> WORK TO BE COMPLETED:
Set the listing down again, exactly as it stands below.

> RECORDS SUPPLIED:
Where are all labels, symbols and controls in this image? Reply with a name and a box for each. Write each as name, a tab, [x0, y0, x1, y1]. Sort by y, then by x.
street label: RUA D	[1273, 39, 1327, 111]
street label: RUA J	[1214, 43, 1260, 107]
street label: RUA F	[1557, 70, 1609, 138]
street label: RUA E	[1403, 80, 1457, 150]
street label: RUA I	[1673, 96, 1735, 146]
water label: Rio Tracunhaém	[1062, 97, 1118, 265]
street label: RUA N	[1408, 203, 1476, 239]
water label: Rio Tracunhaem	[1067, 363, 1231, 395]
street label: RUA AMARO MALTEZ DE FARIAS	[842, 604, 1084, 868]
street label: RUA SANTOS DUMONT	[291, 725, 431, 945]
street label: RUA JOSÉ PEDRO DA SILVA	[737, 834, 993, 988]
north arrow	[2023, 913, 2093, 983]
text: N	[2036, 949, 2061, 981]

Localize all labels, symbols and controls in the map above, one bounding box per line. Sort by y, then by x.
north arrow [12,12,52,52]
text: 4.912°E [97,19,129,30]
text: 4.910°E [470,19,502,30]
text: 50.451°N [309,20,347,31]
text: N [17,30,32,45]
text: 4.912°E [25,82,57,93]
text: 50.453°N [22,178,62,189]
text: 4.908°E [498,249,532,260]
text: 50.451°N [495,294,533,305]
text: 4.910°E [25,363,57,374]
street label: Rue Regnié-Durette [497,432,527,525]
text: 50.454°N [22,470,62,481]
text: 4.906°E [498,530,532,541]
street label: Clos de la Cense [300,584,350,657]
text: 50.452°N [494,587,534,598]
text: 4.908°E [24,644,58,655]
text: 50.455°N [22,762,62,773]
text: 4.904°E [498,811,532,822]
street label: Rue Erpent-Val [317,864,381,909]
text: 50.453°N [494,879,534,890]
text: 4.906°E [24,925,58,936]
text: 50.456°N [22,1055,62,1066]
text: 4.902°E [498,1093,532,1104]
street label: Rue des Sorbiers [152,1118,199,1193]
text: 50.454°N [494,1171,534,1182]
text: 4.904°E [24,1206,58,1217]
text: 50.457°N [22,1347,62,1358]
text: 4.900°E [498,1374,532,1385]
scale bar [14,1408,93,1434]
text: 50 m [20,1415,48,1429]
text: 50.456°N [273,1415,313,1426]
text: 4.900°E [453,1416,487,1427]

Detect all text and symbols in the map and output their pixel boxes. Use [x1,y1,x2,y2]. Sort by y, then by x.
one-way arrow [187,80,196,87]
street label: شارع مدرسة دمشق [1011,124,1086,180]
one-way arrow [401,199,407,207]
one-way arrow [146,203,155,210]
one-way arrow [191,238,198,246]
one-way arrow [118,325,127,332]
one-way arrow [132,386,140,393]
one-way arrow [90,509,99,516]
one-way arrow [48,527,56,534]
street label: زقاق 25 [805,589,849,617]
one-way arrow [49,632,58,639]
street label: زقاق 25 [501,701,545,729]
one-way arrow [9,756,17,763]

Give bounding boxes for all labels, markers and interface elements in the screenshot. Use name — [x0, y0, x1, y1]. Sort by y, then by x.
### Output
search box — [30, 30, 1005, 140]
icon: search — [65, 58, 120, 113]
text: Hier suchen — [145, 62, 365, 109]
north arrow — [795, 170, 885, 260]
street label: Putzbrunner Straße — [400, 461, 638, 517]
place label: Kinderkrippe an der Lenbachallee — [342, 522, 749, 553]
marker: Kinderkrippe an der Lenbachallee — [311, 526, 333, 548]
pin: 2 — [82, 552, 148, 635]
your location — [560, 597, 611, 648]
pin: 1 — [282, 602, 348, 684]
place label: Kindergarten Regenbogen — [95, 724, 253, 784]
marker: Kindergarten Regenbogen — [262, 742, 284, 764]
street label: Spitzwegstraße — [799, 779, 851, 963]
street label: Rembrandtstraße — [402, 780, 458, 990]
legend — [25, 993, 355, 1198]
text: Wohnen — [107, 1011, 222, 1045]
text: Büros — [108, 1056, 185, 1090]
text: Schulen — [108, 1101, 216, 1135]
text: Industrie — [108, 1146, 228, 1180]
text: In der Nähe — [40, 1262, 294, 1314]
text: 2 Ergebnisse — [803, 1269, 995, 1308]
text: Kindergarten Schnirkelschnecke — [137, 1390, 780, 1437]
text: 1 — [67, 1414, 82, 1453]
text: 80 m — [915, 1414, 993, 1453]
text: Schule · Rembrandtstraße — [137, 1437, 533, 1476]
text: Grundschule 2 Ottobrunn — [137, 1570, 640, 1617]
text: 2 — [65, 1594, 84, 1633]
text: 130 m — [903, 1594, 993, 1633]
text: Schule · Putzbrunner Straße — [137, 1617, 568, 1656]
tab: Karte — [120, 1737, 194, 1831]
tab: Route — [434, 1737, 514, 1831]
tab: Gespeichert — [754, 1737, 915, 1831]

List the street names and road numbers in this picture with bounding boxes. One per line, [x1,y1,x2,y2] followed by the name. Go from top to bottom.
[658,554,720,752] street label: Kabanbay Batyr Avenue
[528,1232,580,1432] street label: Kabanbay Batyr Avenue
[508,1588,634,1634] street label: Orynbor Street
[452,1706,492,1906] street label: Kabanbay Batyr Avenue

> PROBLEM SOLUTION:
Where are all labels, symbols and controls in this image? Reply with a name and a box for each. Write each as name, a tab, [x0, y0, x1, y1]. Sort by y, then by x.
street label: RUA D	[1273, 39, 1327, 111]
street label: RUA J	[1214, 43, 1260, 107]
street label: RUA F	[1557, 70, 1609, 138]
street label: RUA E	[1403, 80, 1457, 150]
street label: RUA I	[1673, 96, 1735, 146]
water label: Rio Tracunhaém	[1062, 97, 1118, 265]
street label: RUA N	[1408, 203, 1476, 239]
water label: Rio Tracunhaem	[1067, 363, 1231, 395]
street label: RUA AMARO MALTEZ DE FARIAS	[842, 604, 1084, 868]
street label: RUA SANTOS DUMONT	[291, 725, 431, 945]
street label: RUA JOSÉ PEDRO DA SILVA	[737, 834, 993, 988]
north arrow	[2023, 913, 2093, 983]
text: N	[2036, 949, 2061, 981]

Localize all labels, symbols and controls in the map above, one bounding box per line. Sort by y, then by x.
north arrow [12,12,52,52]
text: 4.912°E [97,19,129,30]
text: 4.910°E [470,19,502,30]
text: 50.451°N [309,20,347,31]
text: N [17,30,32,45]
text: 4.912°E [25,82,57,93]
text: 50.453°N [22,178,62,189]
text: 4.908°E [498,249,532,260]
text: 50.451°N [495,294,533,305]
text: 4.910°E [25,363,57,374]
street label: Rue Regnié-Durette [497,432,527,525]
text: 50.454°N [22,470,62,481]
text: 4.906°E [498,530,532,541]
street label: Clos de la Cense [300,584,350,657]
text: 50.452°N [494,587,534,598]
text: 4.908°E [24,644,58,655]
text: 50.455°N [22,762,62,773]
text: 4.904°E [498,811,532,822]
street label: Rue Erpent-Val [317,864,381,909]
text: 50.453°N [494,879,534,890]
text: 4.906°E [24,925,58,936]
text: 50.456°N [22,1055,62,1066]
text: 4.902°E [498,1093,532,1104]
street label: Rue des Sorbiers [152,1118,199,1193]
text: 50.454°N [494,1171,534,1182]
text: 4.904°E [24,1206,58,1217]
text: 50.457°N [22,1347,62,1358]
text: 4.900°E [498,1374,532,1385]
scale bar [14,1408,93,1434]
text: 50 m [20,1415,48,1429]
text: 50.456°N [273,1415,313,1426]
text: 4.900°E [453,1416,487,1427]

Detect all text and symbols in the map and output their pixel boxes. Use [x1,y1,x2,y2]. Sort by y, then by x.
one-way arrow [187,80,196,87]
street label: شارع مدرسة دمشق [1011,124,1086,180]
one-way arrow [401,199,407,207]
one-way arrow [146,203,155,210]
one-way arrow [191,238,198,246]
one-way arrow [118,325,127,332]
one-way arrow [132,386,140,393]
one-way arrow [90,509,99,516]
one-way arrow [48,527,56,534]
street label: زقاق 25 [805,589,849,617]
one-way arrow [49,632,58,639]
street label: زقاق 25 [501,701,545,729]
one-way arrow [9,756,17,763]

Give bounding boxes for all labels, markers and interface elements in the screenshot. Use name — [x0, y0, x1, y1]. Sort by y, then by x.
### Output
search box — [30, 30, 1005, 140]
icon: search — [65, 58, 120, 113]
text: Hier suchen — [145, 62, 365, 109]
north arrow — [795, 170, 885, 260]
street label: Putzbrunner Straße — [400, 461, 638, 517]
place label: Kinderkrippe an der Lenbachallee — [342, 522, 749, 553]
marker: Kinderkrippe an der Lenbachallee — [311, 526, 333, 548]
pin: 2 — [82, 552, 148, 635]
your location — [560, 597, 611, 648]
pin: 1 — [282, 602, 348, 684]
place label: Kindergarten Regenbogen — [95, 724, 253, 784]
marker: Kindergarten Regenbogen — [262, 742, 284, 764]
street label: Spitzwegstraße — [799, 779, 851, 963]
street label: Rembrandtstraße — [402, 780, 458, 990]
legend — [25, 993, 355, 1198]
text: Wohnen — [107, 1011, 222, 1045]
text: Büros — [108, 1056, 185, 1090]
text: Schulen — [108, 1101, 216, 1135]
text: Industrie — [108, 1146, 228, 1180]
text: In der Nähe — [40, 1262, 294, 1314]
text: 2 Ergebnisse — [803, 1269, 995, 1308]
text: Kindergarten Schnirkelschnecke — [137, 1390, 780, 1437]
text: 1 — [67, 1414, 82, 1453]
text: 80 m — [915, 1414, 993, 1453]
text: Schule · Rembrandtstraße — [137, 1437, 533, 1476]
text: Grundschule 2 Ottobrunn — [137, 1570, 640, 1617]
text: 2 — [65, 1594, 84, 1633]
text: 130 m — [903, 1594, 993, 1633]
text: Schule · Putzbrunner Straße — [137, 1617, 568, 1656]
tab: Karte — [120, 1737, 194, 1831]
tab: Route — [434, 1737, 514, 1831]
tab: Gespeichert — [754, 1737, 915, 1831]

List the street names and road numbers in this picture with bounding boxes. One per line, [x1,y1,x2,y2] followed by the name. Go from top to bottom.
[658,554,720,752] street label: Kabanbay Batyr Avenue
[528,1232,580,1432] street label: Kabanbay Batyr Avenue
[508,1588,634,1634] street label: Orynbor Street
[452,1706,492,1906] street label: Kabanbay Batyr Avenue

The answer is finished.